Goal of the exercise
Output exactly, and only, the lines below from the one with "pinky pip: (595, 253)" down to the one with "index dip: (93, 69)". Include both end lines and no pictures.

*** Listed records ***

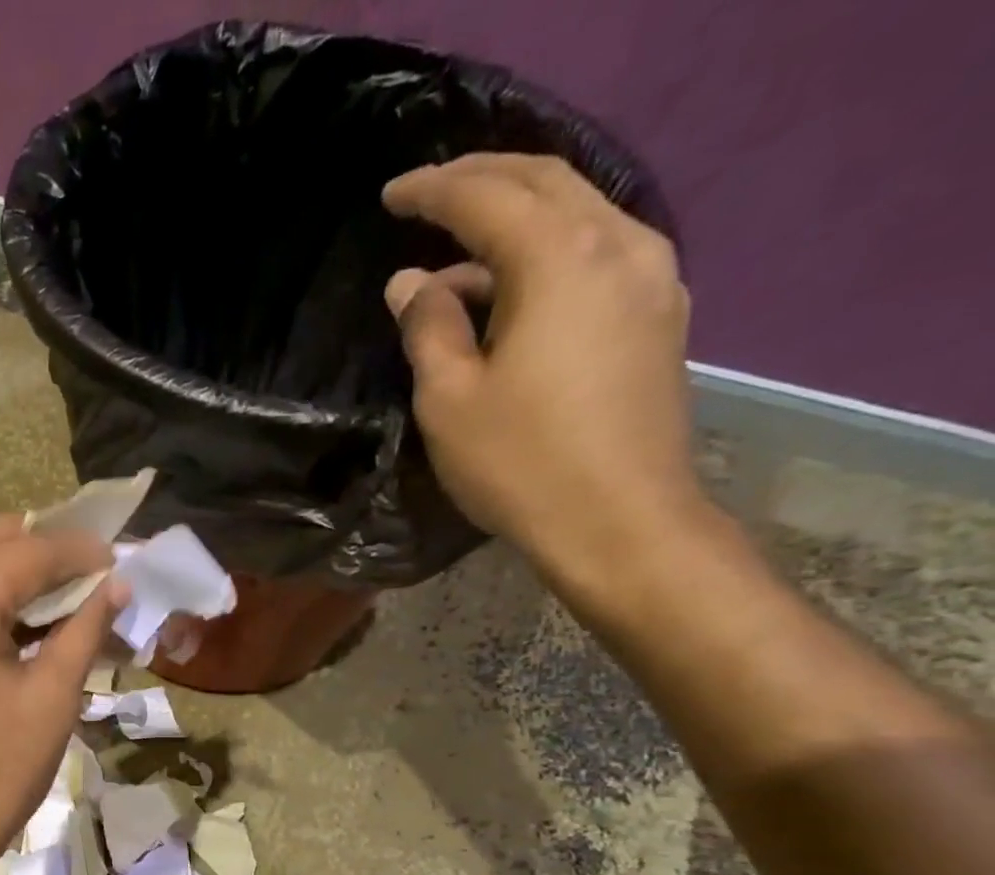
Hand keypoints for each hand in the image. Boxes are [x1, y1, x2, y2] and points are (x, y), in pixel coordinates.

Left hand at [0, 514, 124, 874]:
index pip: (26, 551)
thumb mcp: (52, 697)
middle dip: (44, 549)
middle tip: (93, 574)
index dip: (79, 551)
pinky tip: (22, 620)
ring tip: (65, 598)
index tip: (120, 559)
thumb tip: (118, 585)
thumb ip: (86, 628)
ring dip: (14, 571)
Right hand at [382, 154, 706, 581]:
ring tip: (454, 262)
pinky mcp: (657, 314)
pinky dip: (544, 254)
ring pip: (575, 217)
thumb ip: (428, 329)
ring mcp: (650, 277)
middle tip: (426, 195)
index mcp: (560, 259)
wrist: (619, 520)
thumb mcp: (449, 399)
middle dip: (481, 181)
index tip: (389, 197)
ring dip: (513, 222)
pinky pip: (595, 253)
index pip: (487, 198)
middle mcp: (618, 245)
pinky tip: (510, 291)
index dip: (433, 191)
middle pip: (544, 184)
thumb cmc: (520, 463)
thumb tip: (410, 283)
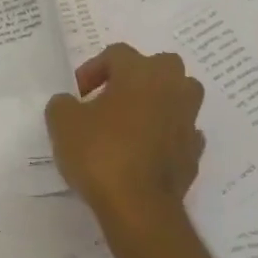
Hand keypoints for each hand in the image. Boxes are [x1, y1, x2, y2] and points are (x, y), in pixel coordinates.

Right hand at [46, 43, 205, 218]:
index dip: (93, 69)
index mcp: (141, 72)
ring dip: (157, 103)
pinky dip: (165, 136)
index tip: (77, 94)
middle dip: (135, 77)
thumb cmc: (99, 153)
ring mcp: (189, 120)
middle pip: (159, 66)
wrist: (138, 205)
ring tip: (131, 124)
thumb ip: (62, 104)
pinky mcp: (195, 152)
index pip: (117, 53)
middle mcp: (173, 88)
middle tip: (110, 99)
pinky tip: (145, 151)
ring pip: (178, 96)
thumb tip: (69, 103)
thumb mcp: (62, 123)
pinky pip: (180, 132)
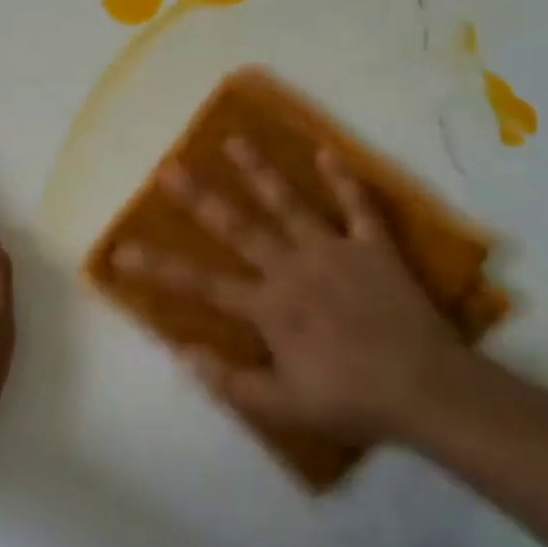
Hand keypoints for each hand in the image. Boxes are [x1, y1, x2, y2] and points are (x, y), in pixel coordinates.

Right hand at [112, 138, 462, 441]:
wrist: (427, 388)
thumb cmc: (351, 399)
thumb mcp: (283, 406)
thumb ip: (229, 382)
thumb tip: (181, 352)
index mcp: (268, 306)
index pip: (200, 284)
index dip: (157, 268)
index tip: (121, 250)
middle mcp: (292, 267)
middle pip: (237, 226)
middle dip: (198, 198)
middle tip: (169, 167)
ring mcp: (332, 251)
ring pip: (289, 204)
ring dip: (260, 171)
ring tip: (234, 140)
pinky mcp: (372, 247)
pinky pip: (357, 207)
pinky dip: (343, 180)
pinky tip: (327, 153)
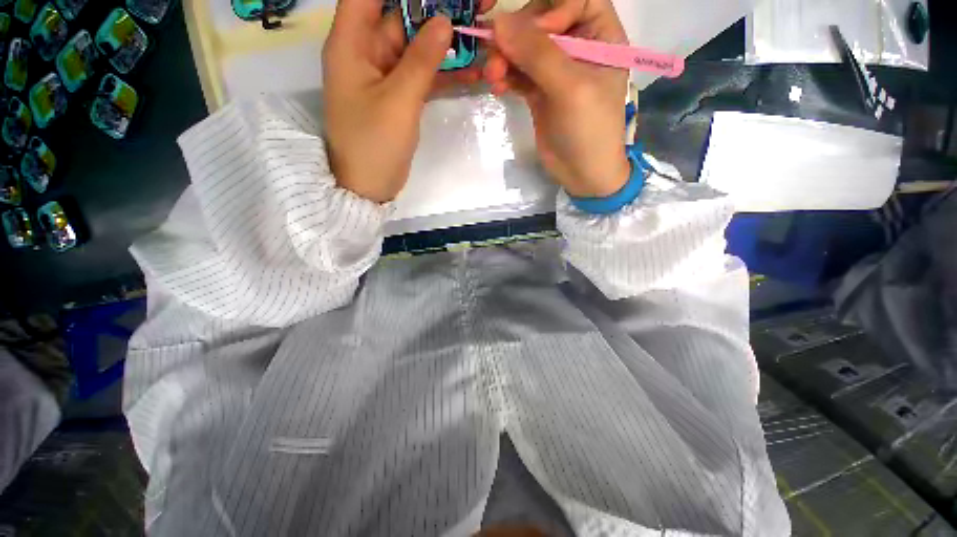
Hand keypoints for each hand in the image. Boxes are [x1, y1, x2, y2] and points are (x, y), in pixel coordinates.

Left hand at [322, 0, 452, 202]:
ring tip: (478, 36)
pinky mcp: (399, 97)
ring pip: (416, 47)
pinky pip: (421, 75)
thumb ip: (421, 61)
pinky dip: (442, 73)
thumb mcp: (399, 101)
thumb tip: (444, 21)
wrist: (369, 186)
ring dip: (444, 44)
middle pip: (399, 17)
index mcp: (351, 43)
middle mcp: (366, 52)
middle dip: (434, 12)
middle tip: (472, 9)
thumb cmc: (375, 144)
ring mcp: (384, 76)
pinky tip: (470, 71)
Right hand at [483, 0, 630, 197]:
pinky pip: (518, 72)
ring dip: (505, 58)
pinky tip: (497, 86)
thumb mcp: (570, 88)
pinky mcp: (539, 91)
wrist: (582, 174)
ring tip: (493, 77)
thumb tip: (499, 22)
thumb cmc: (589, 130)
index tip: (532, 32)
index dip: (550, 8)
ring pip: (525, 48)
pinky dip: (506, 76)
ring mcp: (556, 70)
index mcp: (600, 36)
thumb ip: (538, 54)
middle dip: (518, 36)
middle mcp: (578, 47)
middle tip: (497, 57)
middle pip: (543, 20)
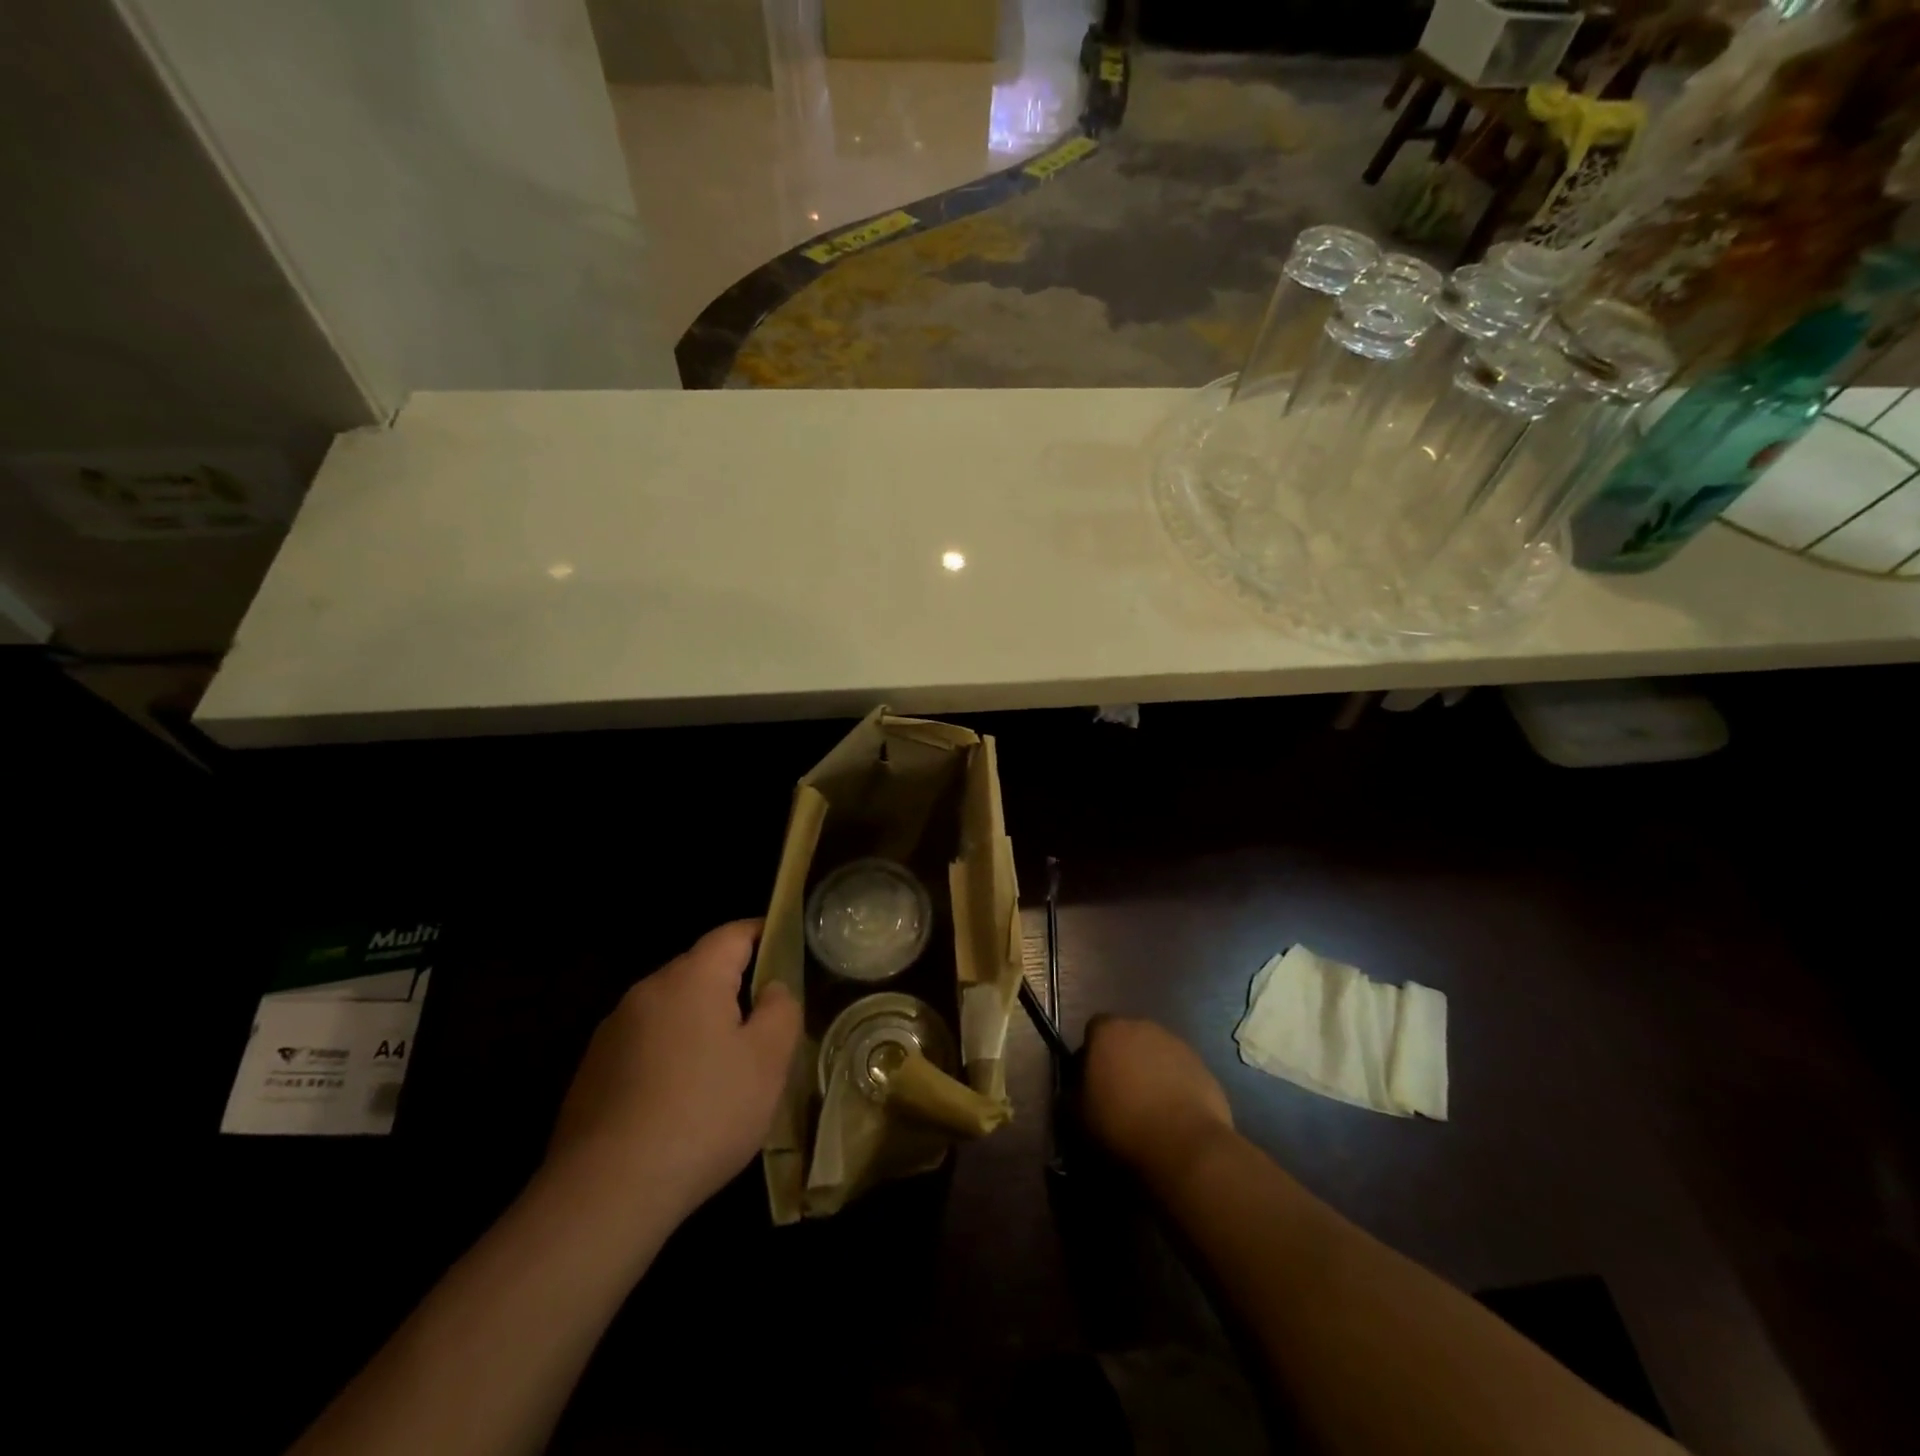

*** End of Listed records ***

Answer section
pinky pip: (595, 253)
index pip: (487, 198)
middle mcp: (618, 245)
pinky tip: (510, 291)
index dip: (433, 191)
middle pip: (544, 184)
thumb cmc: (520, 463)
thumb tip: (410, 283)
Hand keypoints for each hand in the image. Boxes are [x1, y1, x2, y2] and points are (x, y), in pixel coordinates.

Right hand at [46, 43, 205, 218]:
index dip: (93, 69)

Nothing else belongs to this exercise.